Theme from Second Chance
Written for the TV series starring Susannah York and Ralph Bates [*9]. A romantic song played on the acoustic guitar and accompanied splendidly by John Hackett on the flute. This one was re-released as Second Chance on Steve’s album of acoustic music, Bay Of Kings.
A fresh wind of change blew through the world of Genesis in 1981. Phil Collins started an incredibly successful solo career, Genesis reduced their songs to catchy, straight, even pop/rock songs, almost forgot their past and stunned their fans with the Abacab album.
Steve Hackett dissolved his band, changes his way of life and tried his hand at mainstream music, without turning back time tongue-in-cheek now and then. He produced Cured, an album of short, radio-friendly, in places even pop song that looked to the US market. Only two instrumentals made the cut for the album, but Steve still enjoyed weaving brief, weird guitar solo, quotes from classical music (on acoustic guitar), new technology (Linn drum) and wind instruments such as flute and saxophone into his music.
The album is full of a happy (if not Funny) feeling; the shorter songs make it more accessible and easier to listen to than its predecessors. Steve once said in an interview that he wanted to make music for housewives [10]. With Cured he has indeed created music you can listen to during mundane activities.
Steve Hackett showed courage when he decided to sing all songs himself. Unfortunately, he sings in a high pitched voice that sounds forced and soon tires the listener. Unfortunately again, he dropped the choir vocals from his previous albums. Quite remarkable: The influence of Nick Magnus whose keyboards lord it over Steve’s guitar, frequently pushing it backwards to the point of smothering the songs.
There is a certain sterility to the album that is probably caused by the synthetic drums, the modulation of Steve’s voice and the clinical production. Possibly an ingratiation to the popular music of the 1980s.
Genesis lost many old fans with their musical change, but they managed to attract even more new fans and generate commercial success. Steve did not. On the album after Cured, Highly Strung, he tried to stay in the middle ground or courageously go for his goal of making an album with acoustic music (Bay Of Kings) – trying, perhaps, to Turn Back Time? After all, Phil and Mike (and his Mechanics) would write the superior pop songs.
„…It wasn´t a conscious decision to start writing commercial songs.
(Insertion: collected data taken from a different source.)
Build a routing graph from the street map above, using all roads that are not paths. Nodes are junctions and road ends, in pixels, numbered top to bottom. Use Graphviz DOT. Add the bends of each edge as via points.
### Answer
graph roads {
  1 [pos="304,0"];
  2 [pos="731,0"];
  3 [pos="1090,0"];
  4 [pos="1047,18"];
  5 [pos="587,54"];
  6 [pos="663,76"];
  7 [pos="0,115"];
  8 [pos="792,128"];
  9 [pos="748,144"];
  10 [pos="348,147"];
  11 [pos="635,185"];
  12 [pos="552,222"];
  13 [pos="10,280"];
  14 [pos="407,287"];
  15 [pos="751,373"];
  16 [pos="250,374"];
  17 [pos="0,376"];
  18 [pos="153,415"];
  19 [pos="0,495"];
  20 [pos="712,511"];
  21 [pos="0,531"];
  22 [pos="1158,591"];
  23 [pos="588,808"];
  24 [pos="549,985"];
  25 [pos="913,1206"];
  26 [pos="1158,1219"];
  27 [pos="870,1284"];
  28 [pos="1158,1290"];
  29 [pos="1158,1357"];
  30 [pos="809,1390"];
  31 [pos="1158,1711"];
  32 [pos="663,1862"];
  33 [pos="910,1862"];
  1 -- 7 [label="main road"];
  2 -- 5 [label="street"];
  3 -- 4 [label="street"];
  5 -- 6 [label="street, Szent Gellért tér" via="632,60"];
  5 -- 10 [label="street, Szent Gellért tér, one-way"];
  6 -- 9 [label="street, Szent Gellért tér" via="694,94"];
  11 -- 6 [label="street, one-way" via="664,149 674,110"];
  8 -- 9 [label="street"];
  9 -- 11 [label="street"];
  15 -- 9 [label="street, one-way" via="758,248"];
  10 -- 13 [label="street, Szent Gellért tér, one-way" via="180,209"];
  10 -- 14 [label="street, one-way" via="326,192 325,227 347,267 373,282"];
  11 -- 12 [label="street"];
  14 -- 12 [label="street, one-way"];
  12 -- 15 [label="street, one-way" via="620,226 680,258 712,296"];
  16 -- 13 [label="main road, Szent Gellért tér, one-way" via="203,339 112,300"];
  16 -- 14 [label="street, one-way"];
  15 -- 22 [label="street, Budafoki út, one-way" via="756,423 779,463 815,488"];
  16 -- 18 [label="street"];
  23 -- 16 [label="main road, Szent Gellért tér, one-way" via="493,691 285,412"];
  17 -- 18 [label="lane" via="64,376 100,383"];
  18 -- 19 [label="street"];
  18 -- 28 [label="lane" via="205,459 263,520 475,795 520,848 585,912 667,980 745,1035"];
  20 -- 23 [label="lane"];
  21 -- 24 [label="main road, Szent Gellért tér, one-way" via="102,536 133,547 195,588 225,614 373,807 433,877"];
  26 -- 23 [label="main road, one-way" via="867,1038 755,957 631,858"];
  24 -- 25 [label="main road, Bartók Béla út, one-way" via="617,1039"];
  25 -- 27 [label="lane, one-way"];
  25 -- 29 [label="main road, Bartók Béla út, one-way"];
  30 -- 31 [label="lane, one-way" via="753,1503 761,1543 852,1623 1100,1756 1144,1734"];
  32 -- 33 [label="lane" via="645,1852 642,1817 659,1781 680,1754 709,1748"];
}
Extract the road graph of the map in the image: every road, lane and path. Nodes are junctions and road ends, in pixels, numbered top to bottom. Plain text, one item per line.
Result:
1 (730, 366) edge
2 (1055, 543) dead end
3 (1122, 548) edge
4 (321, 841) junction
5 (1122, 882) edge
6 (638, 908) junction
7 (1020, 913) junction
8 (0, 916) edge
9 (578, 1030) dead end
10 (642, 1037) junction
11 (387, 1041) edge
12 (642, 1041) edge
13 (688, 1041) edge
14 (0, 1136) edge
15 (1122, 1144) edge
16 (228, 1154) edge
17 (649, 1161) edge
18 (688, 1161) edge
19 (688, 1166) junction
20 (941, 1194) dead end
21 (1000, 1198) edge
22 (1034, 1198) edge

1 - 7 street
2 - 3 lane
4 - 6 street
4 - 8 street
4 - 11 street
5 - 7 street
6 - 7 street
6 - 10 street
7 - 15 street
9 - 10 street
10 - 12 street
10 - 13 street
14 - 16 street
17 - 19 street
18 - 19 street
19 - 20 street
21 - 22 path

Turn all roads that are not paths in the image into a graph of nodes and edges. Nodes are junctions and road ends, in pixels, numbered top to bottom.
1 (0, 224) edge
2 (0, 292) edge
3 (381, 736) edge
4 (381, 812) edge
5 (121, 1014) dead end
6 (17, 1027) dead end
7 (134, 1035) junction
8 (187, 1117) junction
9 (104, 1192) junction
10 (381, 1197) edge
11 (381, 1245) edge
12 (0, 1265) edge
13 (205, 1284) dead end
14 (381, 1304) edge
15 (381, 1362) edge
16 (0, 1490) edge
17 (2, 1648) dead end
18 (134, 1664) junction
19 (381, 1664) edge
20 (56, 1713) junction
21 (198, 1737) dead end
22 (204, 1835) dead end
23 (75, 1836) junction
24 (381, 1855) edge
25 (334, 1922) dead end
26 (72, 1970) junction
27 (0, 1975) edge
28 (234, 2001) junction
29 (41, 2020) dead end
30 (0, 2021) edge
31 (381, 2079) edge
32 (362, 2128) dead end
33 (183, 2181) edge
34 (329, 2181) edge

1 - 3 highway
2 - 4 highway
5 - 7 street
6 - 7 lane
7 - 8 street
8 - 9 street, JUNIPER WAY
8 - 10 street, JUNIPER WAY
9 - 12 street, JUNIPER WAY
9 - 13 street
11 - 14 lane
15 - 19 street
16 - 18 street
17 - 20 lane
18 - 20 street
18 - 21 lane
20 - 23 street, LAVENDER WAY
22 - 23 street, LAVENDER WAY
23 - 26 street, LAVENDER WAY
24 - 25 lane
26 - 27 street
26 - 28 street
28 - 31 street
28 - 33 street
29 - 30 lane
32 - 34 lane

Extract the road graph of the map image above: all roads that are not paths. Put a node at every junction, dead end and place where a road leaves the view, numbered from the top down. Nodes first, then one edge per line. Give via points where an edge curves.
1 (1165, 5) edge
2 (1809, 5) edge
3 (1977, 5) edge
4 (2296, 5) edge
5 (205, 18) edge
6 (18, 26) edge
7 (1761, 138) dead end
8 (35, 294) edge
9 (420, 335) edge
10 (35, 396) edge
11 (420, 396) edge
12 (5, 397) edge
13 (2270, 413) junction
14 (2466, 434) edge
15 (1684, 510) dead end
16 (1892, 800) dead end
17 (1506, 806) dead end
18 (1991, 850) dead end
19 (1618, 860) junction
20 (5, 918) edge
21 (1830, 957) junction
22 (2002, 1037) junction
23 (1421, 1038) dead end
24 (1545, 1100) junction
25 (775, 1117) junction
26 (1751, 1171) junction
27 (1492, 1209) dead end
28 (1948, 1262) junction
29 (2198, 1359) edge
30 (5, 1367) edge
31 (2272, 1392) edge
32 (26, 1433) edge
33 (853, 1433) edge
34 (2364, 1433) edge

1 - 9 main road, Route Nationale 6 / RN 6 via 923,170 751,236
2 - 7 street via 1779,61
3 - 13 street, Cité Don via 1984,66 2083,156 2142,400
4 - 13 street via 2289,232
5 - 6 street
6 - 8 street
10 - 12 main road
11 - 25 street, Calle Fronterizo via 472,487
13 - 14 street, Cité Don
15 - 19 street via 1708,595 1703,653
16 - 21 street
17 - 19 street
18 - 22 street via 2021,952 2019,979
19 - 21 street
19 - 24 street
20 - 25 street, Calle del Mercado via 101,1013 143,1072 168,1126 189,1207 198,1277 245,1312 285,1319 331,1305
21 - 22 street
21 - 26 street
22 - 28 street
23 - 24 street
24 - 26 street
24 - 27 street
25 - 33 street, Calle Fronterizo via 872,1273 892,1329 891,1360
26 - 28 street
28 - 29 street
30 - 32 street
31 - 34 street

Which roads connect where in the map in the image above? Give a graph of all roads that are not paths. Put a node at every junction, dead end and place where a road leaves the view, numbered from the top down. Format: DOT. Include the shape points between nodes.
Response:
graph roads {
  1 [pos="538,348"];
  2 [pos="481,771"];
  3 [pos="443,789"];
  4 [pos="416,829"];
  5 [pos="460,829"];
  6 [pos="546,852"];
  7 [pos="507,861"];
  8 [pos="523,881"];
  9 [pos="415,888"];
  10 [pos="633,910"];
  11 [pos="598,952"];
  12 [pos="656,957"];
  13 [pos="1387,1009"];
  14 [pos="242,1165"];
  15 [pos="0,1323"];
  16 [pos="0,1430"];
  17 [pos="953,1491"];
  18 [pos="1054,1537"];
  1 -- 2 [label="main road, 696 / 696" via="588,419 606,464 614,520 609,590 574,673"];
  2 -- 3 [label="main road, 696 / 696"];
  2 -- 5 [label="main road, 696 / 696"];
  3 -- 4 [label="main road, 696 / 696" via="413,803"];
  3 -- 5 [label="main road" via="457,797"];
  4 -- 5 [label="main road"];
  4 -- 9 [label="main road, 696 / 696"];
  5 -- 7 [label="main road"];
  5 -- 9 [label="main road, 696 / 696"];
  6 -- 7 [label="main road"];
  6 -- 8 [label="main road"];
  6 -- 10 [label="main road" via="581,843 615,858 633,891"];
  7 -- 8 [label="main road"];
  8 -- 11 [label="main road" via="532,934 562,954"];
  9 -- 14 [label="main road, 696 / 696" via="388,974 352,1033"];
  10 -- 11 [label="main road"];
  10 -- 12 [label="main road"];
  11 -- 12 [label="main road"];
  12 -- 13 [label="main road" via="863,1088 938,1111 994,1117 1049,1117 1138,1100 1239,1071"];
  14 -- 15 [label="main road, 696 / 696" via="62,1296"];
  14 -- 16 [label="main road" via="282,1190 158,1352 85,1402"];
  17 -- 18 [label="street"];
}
I think one or two of them came out that way because of the use of the drum machine. The album had more lightweight feel. In many ways it was more a duet between Nick Magnus and myself. I was working with the limitations of my own voice rather than with people who had cast iron voices and so I think it was an album finding my way.” [11]
This statement of Steve’s pointed at new developments. He would continue to sing his songs himself, be it live or in the studio, and the new millennium was about to begin before the line-up of his band would become steadier again. Around that time he would find a new partner: Roger King would be as strong in keyboards and production as Nick Magnus. Steve has not produced another album with such a commercial direction; he has continued to write pop songs, though.
We may see Cured as a transitional album, a waypost for Steve on his journey to discover his own niche with his idea of art and the artist in a market that would become ever more commercial, so we can ignore the weak spots of the album and occasionally listen to it while we do the household chores. After all, Cured has a place in Steve’s oeuvre.